## Work instructions
From the records, pick out and copy each line containing "numbered".

## Material provided
★ ★ ★ ★
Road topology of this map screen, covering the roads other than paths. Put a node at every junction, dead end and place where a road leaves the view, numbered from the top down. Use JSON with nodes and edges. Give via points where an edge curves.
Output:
★ ★ ★ ★
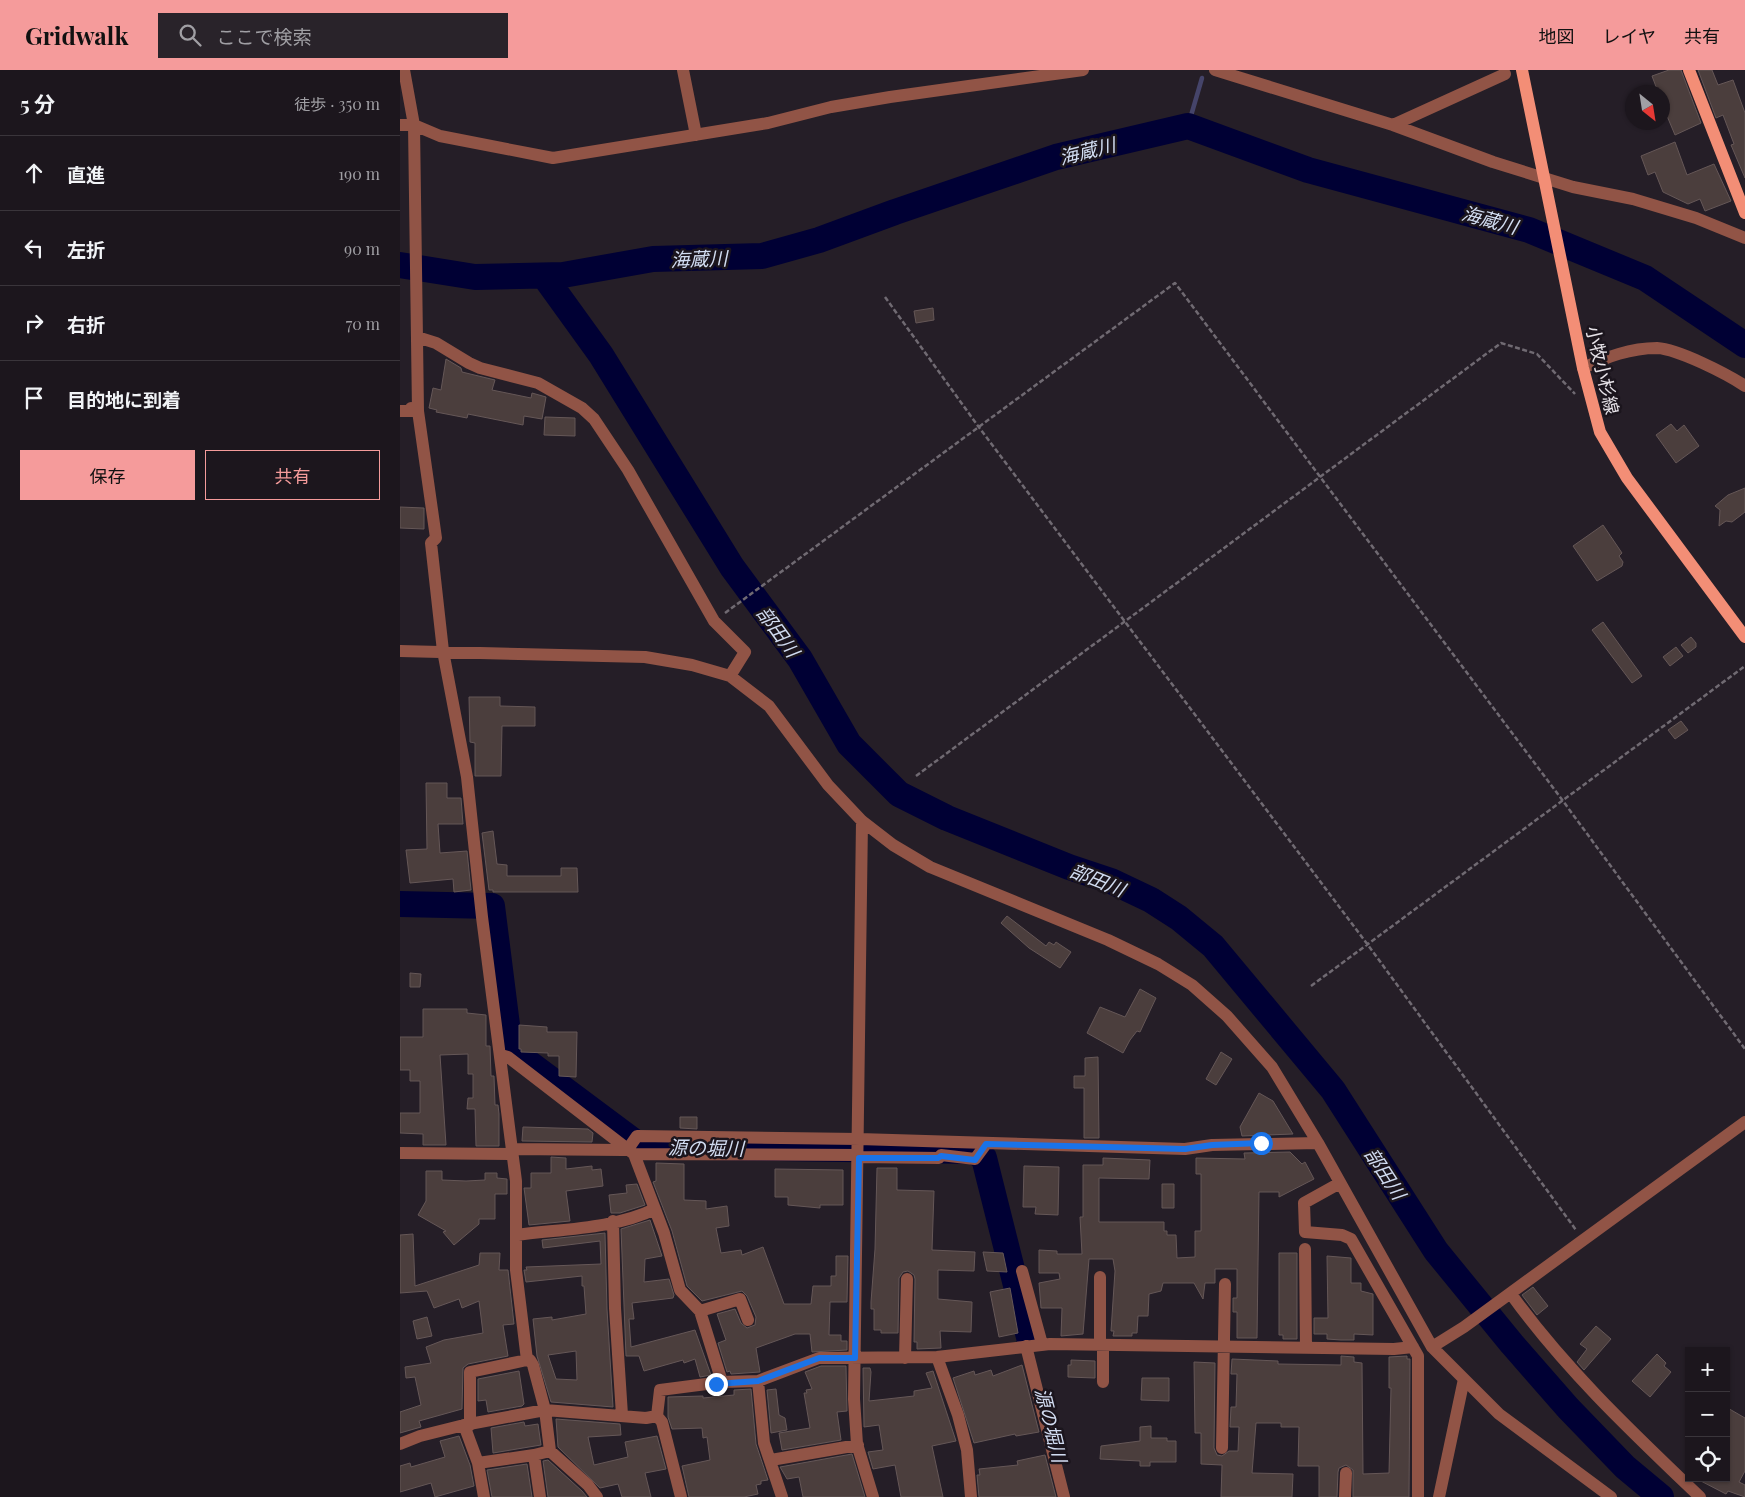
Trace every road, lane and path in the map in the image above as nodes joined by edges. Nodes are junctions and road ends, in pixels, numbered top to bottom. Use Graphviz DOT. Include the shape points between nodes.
★ ★ ★ ★
## Solution to the problem
Road topology of this map screen, covering the roads other than paths. Put a node at every junction, dead end and place where a road leaves the view, numbered from the top down. Use JSON with nodes and edges. Give via points where an edge curves.
Trace every road, lane and path in the map in the image above as nodes joined by edges. Nodes are junctions and road ends, in pixels, numbered top to bottom. Use Graphviz DOT. Include the shape points between nodes.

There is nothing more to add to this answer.